┏━━

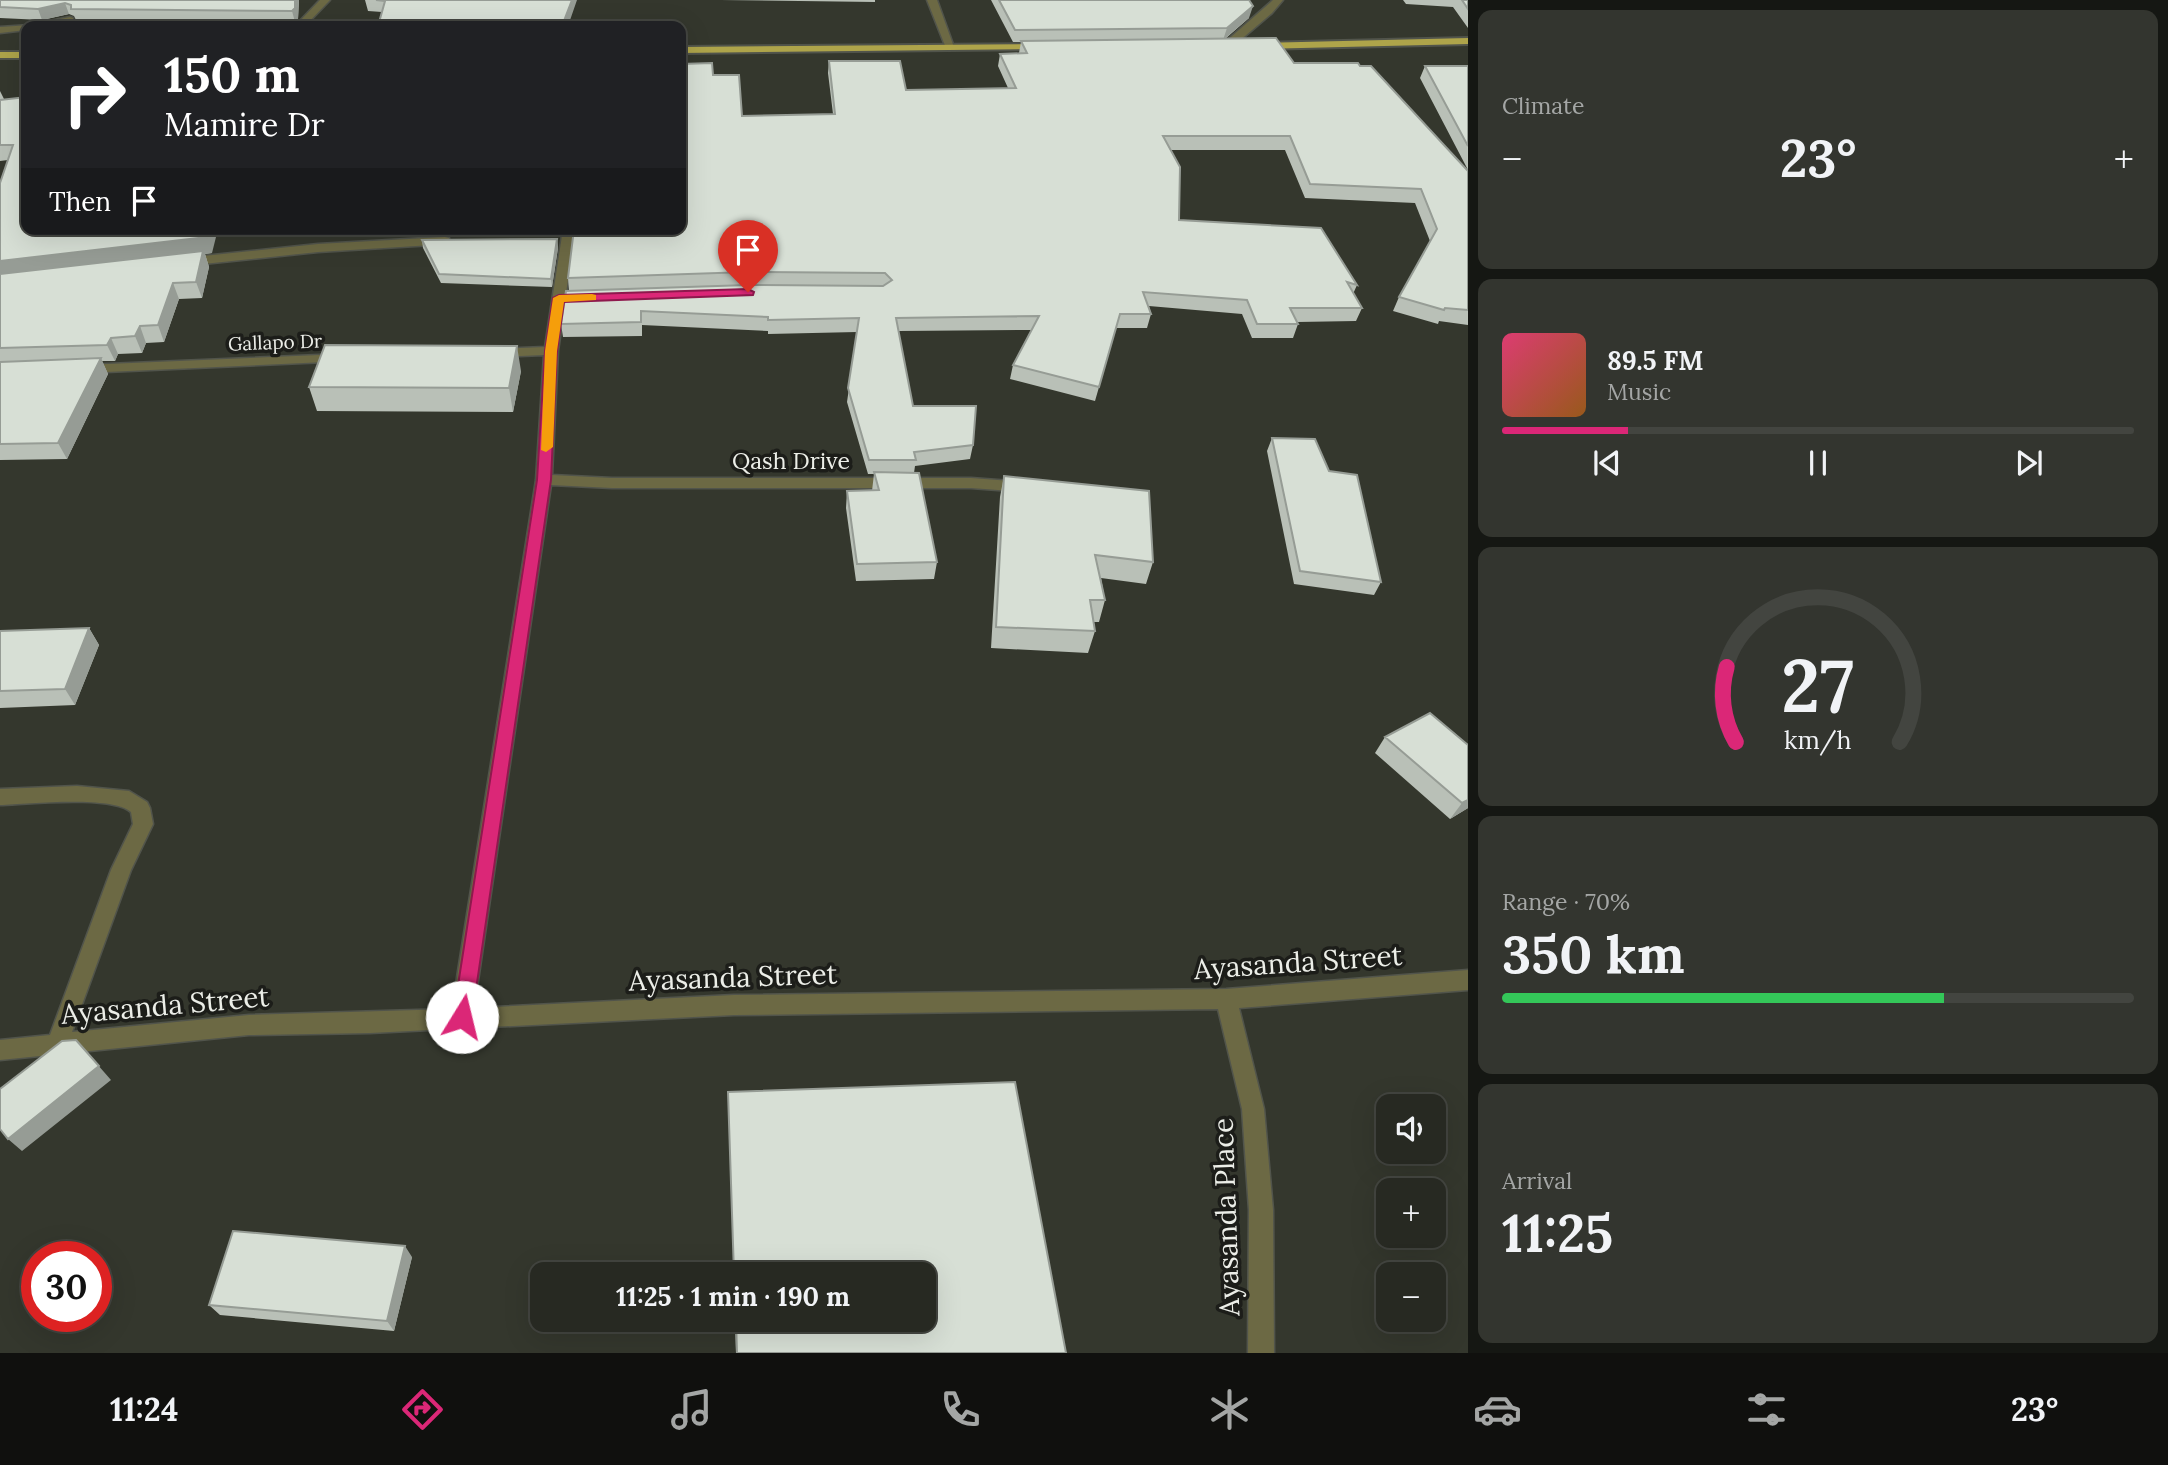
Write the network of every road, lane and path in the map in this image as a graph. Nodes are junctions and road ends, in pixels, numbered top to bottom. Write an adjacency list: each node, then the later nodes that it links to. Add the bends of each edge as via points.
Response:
1 (325, 0): 6 (street)
2 (932, 0): 12 (street)
3 (1278, 0): 10 (street, via 1268,13)
4 (70, 20): 5 (street)
5 (64, 21)
6 (305, 21)
7 (21, 28): 8 (street)
8 (0, 30)
9 (1468, 41): 10 (highway)
10 (1220, 46)
11 (1052, 47): 12 (highway)
12 (951, 48): 13 (highway)
13 (686, 50)
14 (0, 55): 15 (highway)
15 (21, 55)
16 (564, 237): 19 (street, via 566,298)
17 (458, 241): 18 (street, via 318,248)
18 (166, 264)
19 (551, 351): 20 (street); 23 (street)
20 (483, 354)
21 (361, 358): 22 (street, Gallapo Dr)
22 (69, 369)
23 (544, 480): 24 (street, Qash Drive, via 958,482); 28 (street)
24 (1037, 489)
25 (0, 797): 29 (street, via 77,794 129,799 140,808 143,824 121,870)
26 (1468, 980): 27 (street, Ayasanda Street)
27 (1226, 999): 28 (street, Ayasanda Street, via 734,1004); 31 (street, Ayasanda Place, via 1253,1109 1261,1210)
28 (462, 1017): 29 (street, Ayasanda Street, via 249,1025)
29 (57, 1044): 30 (street, Ayasanda Street)
30 (0, 1050)
31 (1261, 1353)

┗━━

▸ **THE PROBLEM**:
For each entry, copy the text exactly and leave out any image it carries.

▸ **YOUR RESPONSE**:
Write the network of every road, lane and path in the map in this image as a graph. Nodes are junctions and road ends, in pixels, numbered top to bottom. Write an adjacency list: each node, then the later nodes that it links to. Add the bends of each edge as via points.
Response:
1 (325, 0): 6 (street)
2 (932, 0): 12 (street)
3 (1278, 0): 10 (street, via 1268,13)
4 (70, 20): 5 (street)
5 (64, 21)
6 (305, 21)
7 (21, 28): 8 (street)
8 (0, 30)
9 (1468, 41): 10 (highway)
10 (1220, 46)
11 (1052, 47): 12 (highway)
12 (951, 48): 13 (highway)
13 (686, 50)
14 (0, 55): 15 (highway)
15 (21, 55)
16 (564, 237): 19 (street, via 566,298)
17 (458, 241): 18 (street, via 318,248)
18 (166, 264)
19 (551, 351): 20 (street); 23 (street)
20 (483, 354)
21 (361, 358): 22 (street, Gallapo Dr)
22 (69, 369)
23 (544, 480): 24 (street, Qash Drive, via 958,482); 28 (street)
24 (1037, 489)
25 (0, 797): 29 (street, via 77,794 129,799 140,808 143,824 121,870)
26 (1468, 980): 27 (street, Ayasanda Street)
27 (1226, 999): 28 (street, Ayasanda Street, via 734,1004); 31 (street, Ayasanda Place, via 1253,1109 1261,1210)
28 (462, 1017): 29 (street, Ayasanda Street, via 249,1025)
29 (57, 1044): 30 (street, Ayasanda Street)
30 (0, 1050)
31 (1261, 1353)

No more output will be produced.